Data records:
◆ ◆ ◆ ◆

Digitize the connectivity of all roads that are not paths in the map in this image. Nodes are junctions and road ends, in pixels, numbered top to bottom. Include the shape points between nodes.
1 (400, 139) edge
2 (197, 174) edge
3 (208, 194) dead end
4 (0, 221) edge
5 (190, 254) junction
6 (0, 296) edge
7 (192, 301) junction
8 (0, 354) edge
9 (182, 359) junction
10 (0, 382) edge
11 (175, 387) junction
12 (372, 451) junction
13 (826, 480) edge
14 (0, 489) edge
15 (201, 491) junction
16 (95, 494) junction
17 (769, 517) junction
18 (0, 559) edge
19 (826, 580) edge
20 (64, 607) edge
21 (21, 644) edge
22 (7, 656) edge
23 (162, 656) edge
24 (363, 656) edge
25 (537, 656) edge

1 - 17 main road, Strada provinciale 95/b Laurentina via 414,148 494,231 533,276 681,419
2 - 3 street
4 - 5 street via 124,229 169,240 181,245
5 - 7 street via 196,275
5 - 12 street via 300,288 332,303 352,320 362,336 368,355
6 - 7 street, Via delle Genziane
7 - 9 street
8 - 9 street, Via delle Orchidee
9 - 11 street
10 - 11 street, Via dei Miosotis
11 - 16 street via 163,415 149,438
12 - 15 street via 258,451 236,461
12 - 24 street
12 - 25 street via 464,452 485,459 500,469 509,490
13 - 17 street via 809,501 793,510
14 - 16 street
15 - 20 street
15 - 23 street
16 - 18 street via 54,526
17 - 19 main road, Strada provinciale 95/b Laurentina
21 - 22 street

◆ ◆ ◆ ◆

Go through the records above, find each line with the string "Laurentina", and copy it.

1 - 17 main road, Strada provinciale 95/b Laurentina via 414,148 494,231 533,276 681,419
17 - 19 main road, Strada provinciale 95/b Laurentina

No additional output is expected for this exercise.